Bourbon Street, les fantômes de Cornélius / Philippe Charlot, Alexis Chabert
A l'heure de
la retraite, Alvin, jazzman de la Nouvelle-Orléans à la carrière
honorable, est soudain pris d'un regain d'ambition à la lecture du
journal. Si les papys du Buena Vista Social Club rencontrent le succès
que l'on sait, pourquoi son groupe à lui ne pourrait-il pas se relancer
? Première étape, convaincre les musiciens. Oscar et Daroll tuent leurs
journées en terrasse, et si la proposition leur semble au premier abord
incongrue, ils sont un peu secoués par le fait qu'Alvin les traite de
vieux.

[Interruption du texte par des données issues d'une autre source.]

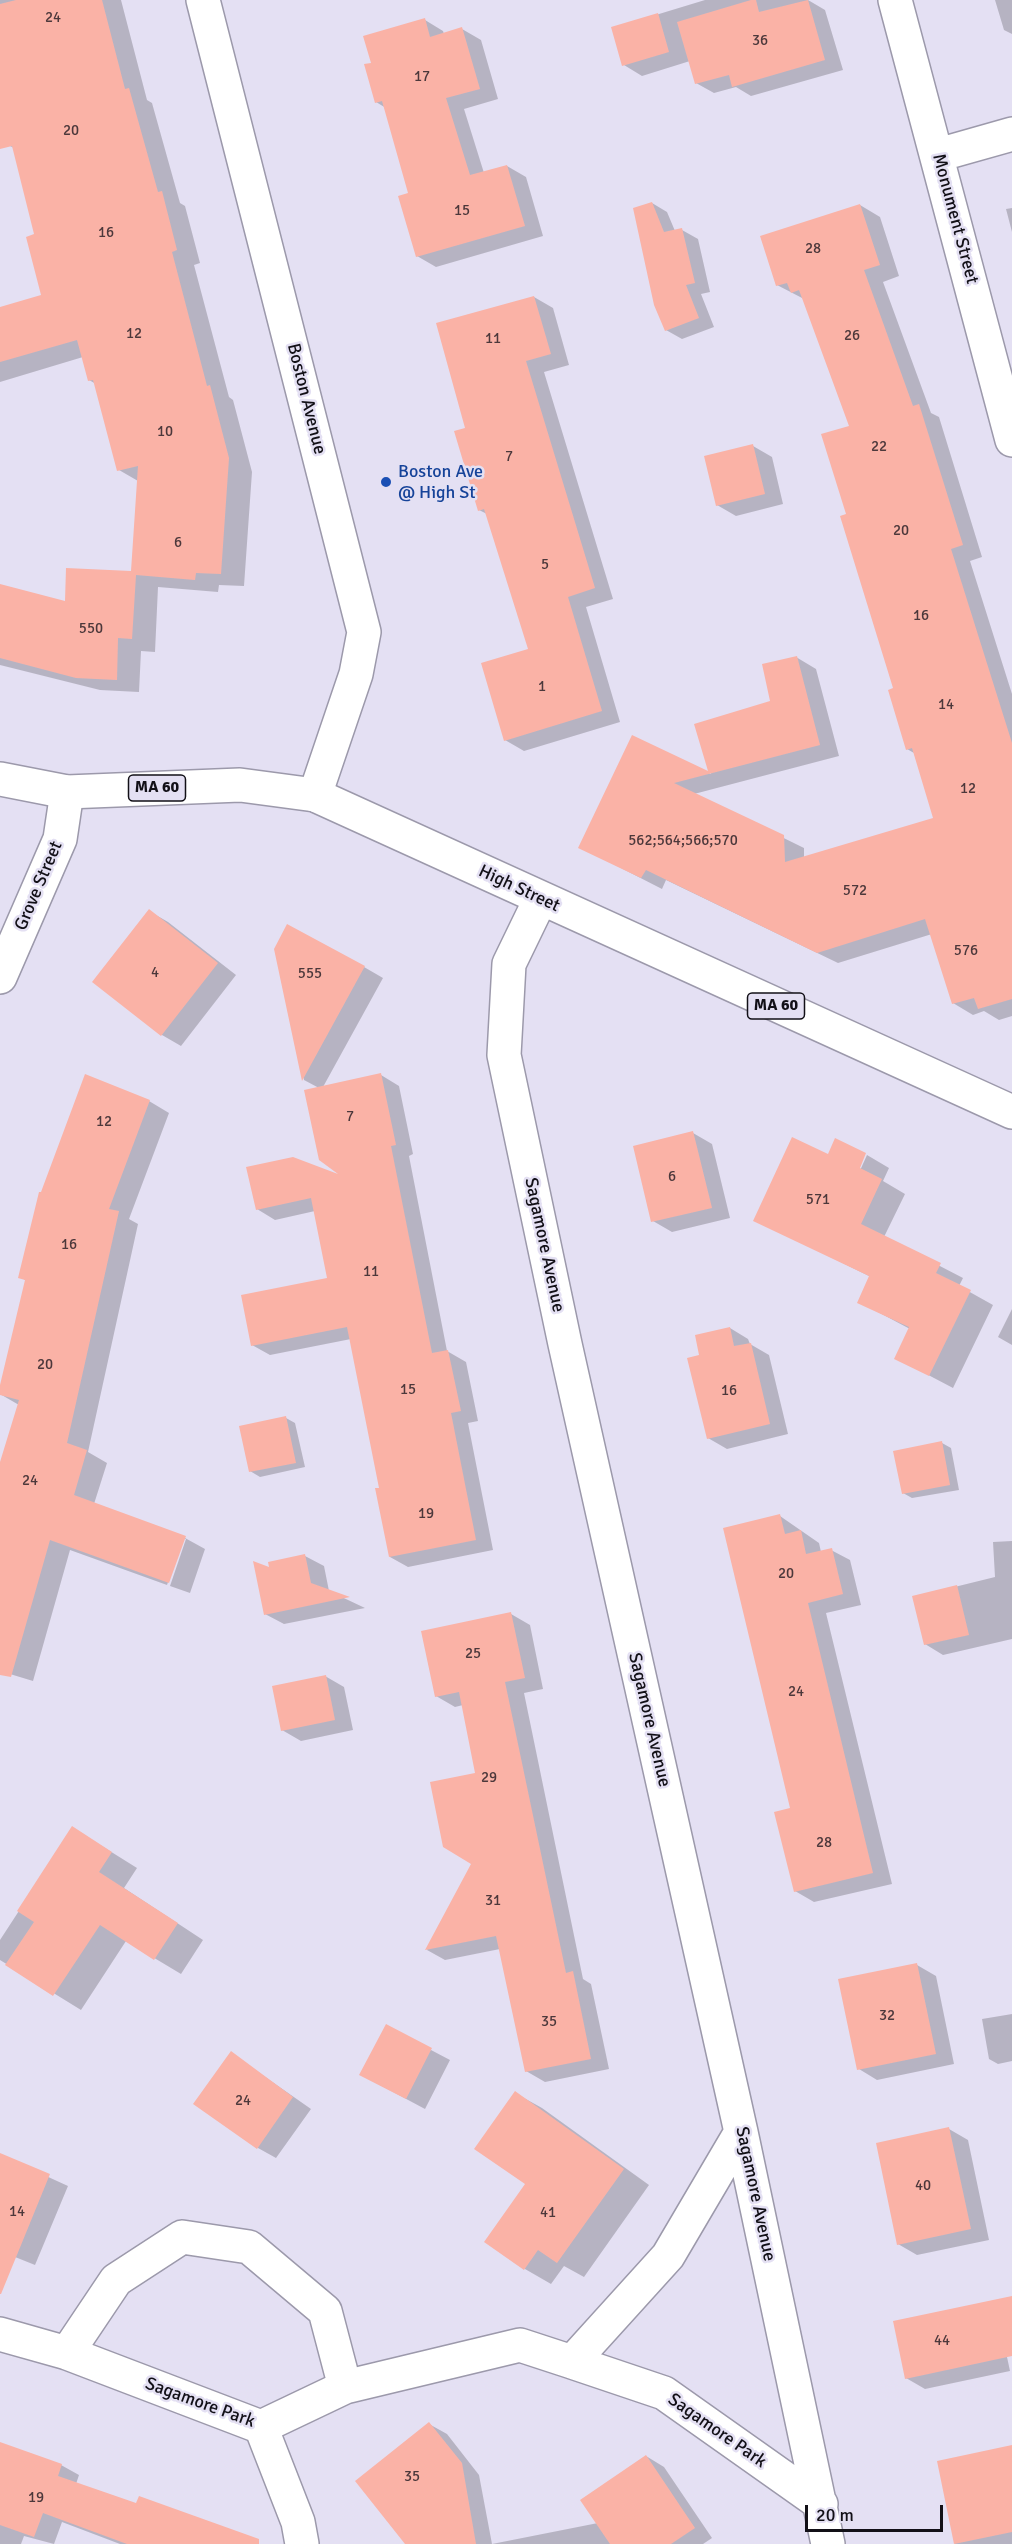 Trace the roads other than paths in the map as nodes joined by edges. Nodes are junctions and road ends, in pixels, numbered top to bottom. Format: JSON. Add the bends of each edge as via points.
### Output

Et puis après tout, ils n'ont rien de mieux à faire... Il manque
encore un musicien, cependant, le meilleur. Celui avec lequel Alvin a
commencé sa carrière, et qui a disparu cinquante ans plus tôt. Depuis,
pas de nouvelles de Cornélius. Quoique... la serveuse du bar a hérité
de Magnolia, sa trompette. Et les habitants du Bayou disent entendre
parfois sa musique monter des eaux du Mississippi.
Malgré les blessures du passé, qui ont laissé
leurs traces sur les corps et dans les cœurs, Alvin croit à ce nouveau
rêve, et décide d'y faire croire les autres avec lui. Jusqu'à retrouver
Cornélius dans une station-service miteuse, aux ordres d'une grosse
mégère, et lié par un serment vieux d'un demi-siècle. Ce que ne
parviennent pas à accomplir les vivants, les morts peuvent peut-être le
faire, dans ce Sud chargé d'esprits et de surnaturel ? Ce sera un grand
absent ayant jadis croisé la route de Cornélius qui le convaincra de
tenter l'aventure. Stachmo, Louis Armstrong, ombre tutélaire des
jazzmen et des trompettistes en particulier, descend de son piédestal
d'éternité pour pousser Cornélius dans la bonne voie. Armé de son
sourire légendaire, il balaie d'un revers de mouchoir les doutes du
musicien : après tout, la fidélité aux vivants n'a-t-elle pas autant de
valeur que le respect des morts ? Et quoi de plus important que la
musique, au bout du compte ?
C'est ainsi que Cornélius retrouve, avec sa
trompette et ses amis, le goût de la vie. Avant de prétendre, comme les
Cubains du Buena Vista Social Club, au faste du Carnegie Hall, il reste
à travailler un peu les morceaux, trouver un producteur, des salles...
Mais ceci est une autre histoire !
La Nouvelle-Orléans inspire les auteurs, et
cette bande dessinée préfacée par Julien Delli Fiori se tire
parfaitement du défi de faire vivre la musique et les ambiances du
Vieux Sud dans cet album. L'histoire est plutôt bien ficelée, mais ce
qui fait surtout la qualité de l'album, c'est le trait particulièrement
réussi d'Alexis Chabert, rehaussé par une mise en couleurs bien dosée
de Sébastien Bouet. Le cahier graphique joint à la première édition
rend compte de la méthode d'Alexis Chabert, qui cherche d'abord un
style comique pour ses personnages avant de leur appliquer un filtre
plus réaliste. Le résultat est un trait réaliste délesté de la lourdeur
de la copie qui fige souvent la BD de cette mouvance : un effet de réel
léger, rond, épicurien, qui fait de cet album un plaisir des sens, à
proposer sans réserve aux lycéens et en collège dès la 4e/3e.
Références :
Bourbon street, les fantômes de Cornélius / Philippe Charlot, Alexis
Chabert. Bamboo, 2011. (Grand Angle). 978-2-8189-0595-1. 13,50 €.